Sin embargo, los Maroons jugaron más inteligente en la primera mitad con su exceso de posesión, mientras que los Blues cargaron a uno en la línea defensiva con toda la gracia de una pelota de bolos bien curtida. Los delanteros de NSW parecían más intenciones de ganar una batalla de colisiones que asegurar una victoria.
Los dos mejores centros de la Liga de Rugby, Latrell Mitchell y Stephen Crichton, se moriron de la pelota, dadas las penalizaciones y las condiciones húmedas y grasosas.
Por lo tanto, el juego fue decidido por jugadores con el No.8 y más alto en sus espaldas y los Maroons superaron a NSW en esta área. El delantero entrante, Kurt Capewell, un veterano de origen, demostró ser un bienvenido plugger de brecha, corneta y hombre de respaldo. El paquete de Queensland encontró el avance que había estado desaparecido en Brisbane.
No era como si NSW no hubiera esperado una pelea de Queensland. Un mensaje de texto de la sala de caminantes de Blues antes de la inicio, decía: “Necesitamos superar el ataque de apertura y deberíamos estar bien”.
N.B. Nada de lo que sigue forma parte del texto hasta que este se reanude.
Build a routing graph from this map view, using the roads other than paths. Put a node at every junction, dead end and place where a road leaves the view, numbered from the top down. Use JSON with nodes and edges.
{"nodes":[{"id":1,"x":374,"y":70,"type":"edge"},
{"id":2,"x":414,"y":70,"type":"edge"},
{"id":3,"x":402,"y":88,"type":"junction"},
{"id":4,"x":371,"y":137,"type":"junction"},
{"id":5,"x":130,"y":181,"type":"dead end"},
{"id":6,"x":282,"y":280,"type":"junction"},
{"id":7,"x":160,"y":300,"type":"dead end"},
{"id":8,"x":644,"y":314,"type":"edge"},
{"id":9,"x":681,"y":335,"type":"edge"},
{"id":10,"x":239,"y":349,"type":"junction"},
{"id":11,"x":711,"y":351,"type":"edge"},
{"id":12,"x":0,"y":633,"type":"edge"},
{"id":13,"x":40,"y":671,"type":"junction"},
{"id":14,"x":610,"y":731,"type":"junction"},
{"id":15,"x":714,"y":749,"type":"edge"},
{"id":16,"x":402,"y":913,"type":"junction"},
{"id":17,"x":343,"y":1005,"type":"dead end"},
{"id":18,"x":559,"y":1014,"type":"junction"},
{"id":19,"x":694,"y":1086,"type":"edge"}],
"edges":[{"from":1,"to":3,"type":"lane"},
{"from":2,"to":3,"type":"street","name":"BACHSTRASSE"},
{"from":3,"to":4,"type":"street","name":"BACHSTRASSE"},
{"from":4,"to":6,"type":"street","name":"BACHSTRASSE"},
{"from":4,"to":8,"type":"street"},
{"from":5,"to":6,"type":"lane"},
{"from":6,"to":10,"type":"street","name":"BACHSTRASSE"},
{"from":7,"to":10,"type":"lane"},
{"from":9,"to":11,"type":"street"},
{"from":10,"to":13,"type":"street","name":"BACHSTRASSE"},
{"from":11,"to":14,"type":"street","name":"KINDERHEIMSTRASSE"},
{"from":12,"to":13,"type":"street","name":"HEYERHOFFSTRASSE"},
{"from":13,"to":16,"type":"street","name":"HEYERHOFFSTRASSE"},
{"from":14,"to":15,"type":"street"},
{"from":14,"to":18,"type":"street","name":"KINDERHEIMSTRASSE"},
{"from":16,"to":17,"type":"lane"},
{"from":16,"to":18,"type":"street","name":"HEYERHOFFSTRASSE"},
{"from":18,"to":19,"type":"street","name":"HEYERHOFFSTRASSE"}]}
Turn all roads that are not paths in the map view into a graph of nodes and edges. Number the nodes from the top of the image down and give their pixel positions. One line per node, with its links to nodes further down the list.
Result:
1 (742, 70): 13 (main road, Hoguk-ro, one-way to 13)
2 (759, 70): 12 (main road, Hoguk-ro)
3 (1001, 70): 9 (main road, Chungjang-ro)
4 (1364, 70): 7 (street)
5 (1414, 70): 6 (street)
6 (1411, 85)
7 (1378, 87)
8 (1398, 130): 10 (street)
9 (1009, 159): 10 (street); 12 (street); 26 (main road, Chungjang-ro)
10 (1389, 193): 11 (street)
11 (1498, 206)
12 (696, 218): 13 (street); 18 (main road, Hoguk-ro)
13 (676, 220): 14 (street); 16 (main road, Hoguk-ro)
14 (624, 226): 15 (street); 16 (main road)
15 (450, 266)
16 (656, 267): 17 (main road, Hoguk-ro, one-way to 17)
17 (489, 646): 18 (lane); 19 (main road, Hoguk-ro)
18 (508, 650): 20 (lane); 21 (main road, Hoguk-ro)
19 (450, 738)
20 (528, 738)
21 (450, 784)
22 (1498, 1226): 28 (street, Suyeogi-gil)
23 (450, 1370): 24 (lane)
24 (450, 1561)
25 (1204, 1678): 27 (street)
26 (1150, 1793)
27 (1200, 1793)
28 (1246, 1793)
NSW en realidad anotó el primer intento cuando la combinación de mitades de Penrith que ganó cuatro primeros de NRL consecutivos vio a Nathan Cleary pasar a Jarome Luai, quien se burló de otra Pantera y el mejor de NSW, Brian To’o, para anotar. Pero la frustración del blues con las sanciones y la pelota caída crecieron, lo que resultó en una tasa de finalización de la primera mitad del 56%.
Wolfmother actúa en el estadio Optus.Crédito: Getty Images
Queenslanders ven a los presagios en todas partes en la hora de origen, incluso en el entretenimiento previo al partido en el estadio Optus del Perth. Wolfmother cantó “Joker and the Thief”.
Cameron Munster, el hombre del partido, es conocido como un bromista, aunque llevaba su cara de juego en su debut como capitán. Harry Grant, su compañero de equipo de Melbourne, desempeñó el papel de Thief, robando medidores de la mitad ficticia, incluida la creación de Munster’s Trat de darle a los Maroons una ventaja de 20-6.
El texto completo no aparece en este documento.